» **Records for this exercise**:
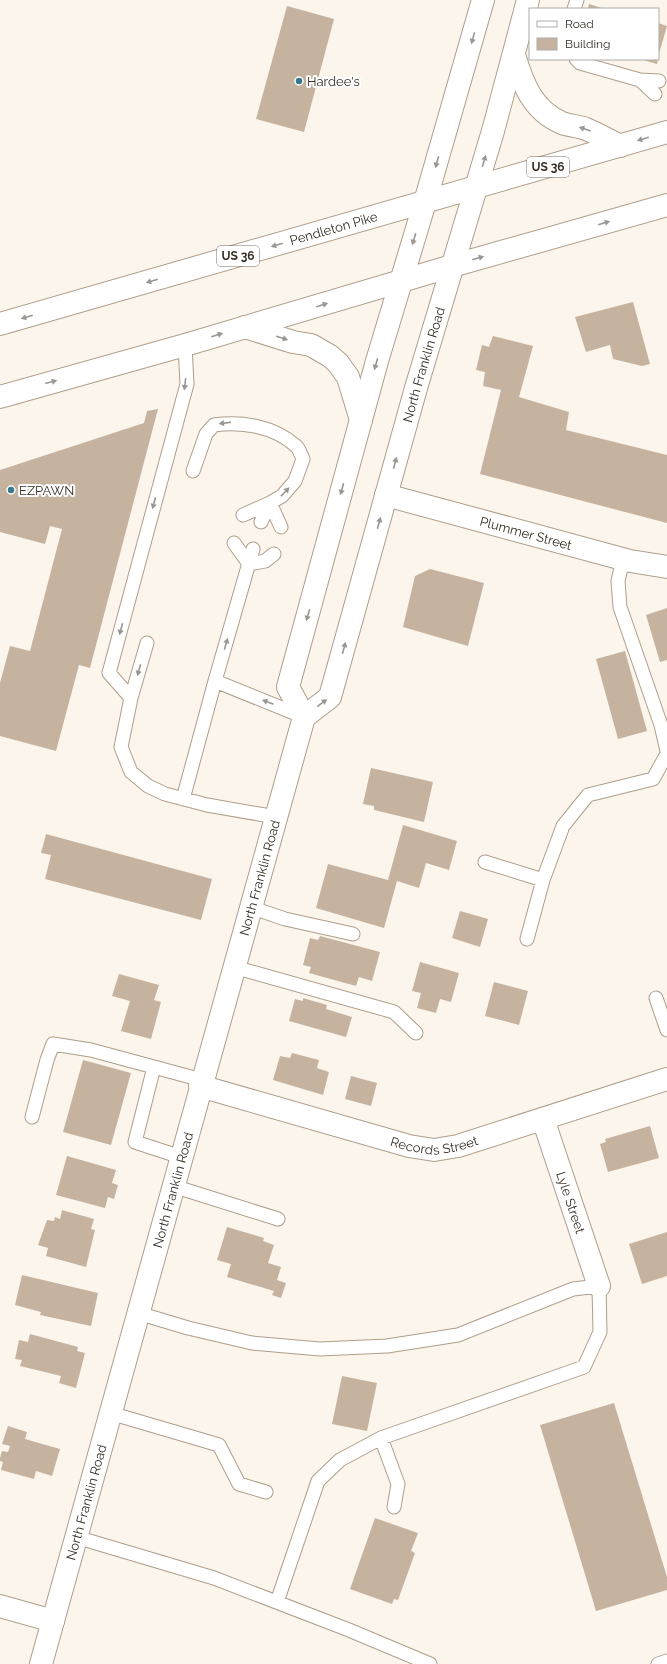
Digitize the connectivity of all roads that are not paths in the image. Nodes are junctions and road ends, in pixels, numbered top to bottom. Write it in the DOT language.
graph roads {
  1 [pos="483,0"];
  2 [pos="528,0"];
  3 [pos="514,55"];
  4 [pos="577,60"];
  5 [pos="657,88"];
  6 [pos="667,132"];
  7 [pos="620,146"];
  8 [pos="476,188"];
  9 [pos="425,202"];
  10 [pos="667,205"];
  11 [pos="452,266"];
  12 [pos="401,281"];
  13 [pos="0,324"];
  14 [pos="244,327"];
  15 [pos="185,345"];
  16 [pos="0,396"];
  17 [pos="361,420"];
  18 [pos="193,471"];
  19 [pos="386,495"];
  20 [pos="270,503"];
  21 [pos="243,515"];
  22 [pos="261,522"];
  23 [pos="281,527"];
  24 [pos="234,543"];
  25 [pos="253,549"];
  26 [pos="274,554"];
  27 [pos="623,559"];
  28 [pos="249,564"];
  29 [pos="667,567"];
  30 [pos="147,643"];
  31 [pos="215,682"];
  32 [pos="131,698"];
  33 [pos="304,717"];
  34 [pos="667,752"];
  35 [pos="184,799"];
  36 [pos="276,817"];
  37 [pos="485,862"];
  38 [pos="543,880"];
  39 [pos="250,907"];
  40 [pos="353,934"];
  41 [pos="527,939"];
  42 [pos="234,967"];
  43 [pos="656,998"];
  44 [pos="667,1030"];
  45 [pos="416,1033"];
  46 [pos="154,1067"];
  47 [pos="667,1079"];
  48 [pos="201,1083"];
  49 [pos="32,1117"];
  50 [pos="543,1119"];
  51 [pos="181,1157"];
  52 [pos="172,1186"];
  53 [pos="278,1219"];
  54 [pos="599,1286"];
  55 [pos="138,1313"];
  56 [pos="110,1413"];
  57 [pos="381,1438"];
  58 [pos="266,1492"];
  59 [pos="394,1507"];
  60 [pos="76,1537"];
  61 [pos="277,1602"];
  62 [pos="0,1606"];
  63 [pos="53,1621"];
  64 [pos="667,1661"];
  65 [pos="41,1664"];
  66 [pos="430,1664"];
  67 [pos="658,1664"];
  1 -- 9 [label="main road, one-way"];
  2 -- 3 [label="main road, North Franklin Road"];
  7 -- 3 [label="main road, one-way"];
  8 -- 3 [label="main road, North Franklin Road, one-way"];
  4 -- 5 [label="lane"];
  6 -- 7 [label="main road, Pendleton Pike / US 36, one-way"];
  7 -- 8 [label="main road, Pendleton Pike / US 36"];
  8 -- 9 [label="main road, Pendleton Pike / US 36"];
  8 -- 11 [label="main road, North Franklin Road"];
  9 -- 12 [label="main road, one-way"];
  9 -- 13 [label="main road, Pendleton Pike / US 36, one-way"];
  11 -- 10 [label="main road, one-way"];
  11 -- 12 [label="main road"];
  19 -- 11 [label="main road, North Franklin Road, one-way"];
  14 -- 12 [label="main road, one-way"];
  12 -- 17 [label="main road, one-way"];
  15 -- 14 [label="main road, one-way"];
  14 -- 17 [label="main road, one-way"];
  16 -- 15 [label="main road, one-way"];
  15 -- 32 [label="lane, one-way"];
  17 -- 33 [label="main road, one-way"];
  20 -- 18 [label="lane, one-way"];
  19 -- 27 [label="main road, Plummer Street"];
  33 -- 19 [label="main road, North Franklin Road, one-way"];
  20 -- 21 [label="lane"];
  20 -- 22 [label="lane"];
  20 -- 23 [label="lane"];
  24 -- 28 [label="lane"];
  25 -- 28 [label="lane"];
  26 -- 28 [label="lane"];
  27 -- 29 [label="main road, Plummer Street"];
  27 -- 34 [label="lane"];
  31 -- 28 [label="lane, one-way"];
  30 -- 32 [label="lane, one-way"];
  33 -- 31 [label="lane, one-way"];
  31 -- 35 [label="lane"];
  32 -- 35 [label="lane"];
  33 -- 36 [label="main road, North Franklin Road"];
  34 -- 38 [label="lane"];
  35 -- 36 [label="lane"];
  36 -- 39 [label="main road, North Franklin Road"];
  37 -- 38 [label="lane"];
  38 -- 41 [label="lane"];
  39 -- 40 [label="lane"];
  39 -- 42 [label="main road, North Franklin Road"];
  42 -- 45 [label="lane"];
  42 -- 48 [label="main road, North Franklin Road"];
  43 -- 44 [label="lane"];
  46 -- 48 [label="lane"];
  46 -- 49 [label="lane"];
  46 -- 51 [label="lane"];
  47 -- 50 [label="main road, Records Street"];
  48 -- 50 [label="main road, Records Street"];
  48 -- 51 [label="main road, North Franklin Road"];
  50 -- 54 [label="main road, Lyle Street"];
  51 -- 52 [label="main road, North Franklin Road"];
  52 -- 53 [label="lane"];
  52 -- 55 [label="main road, North Franklin Road"];
  54 -- 55 [label="lane"];
  54 -- 57 [label="lane"];
  55 -- 56 [label="main road, North Franklin Road"];
  56 -- 58 [label="lane"];
  56 -- 60 [label="main road, North Franklin Road"];
  57 -- 59 [label="lane"];
  57 -- 61 [label="lane"];
  60 -- 61 [label="lane"];
  60 -- 63 [label="main road, North Franklin Road"];
  61 -- 66 [label="lane"];
  62 -- 63 [label="main road"];
  63 -- 65 [label="main road, North Franklin Road"];
  64 -- 67 [label="lane"];
}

» **Task item**: Your answer should be a single number: how many lines of the material contain "Pike".

» **Result for this task**: 4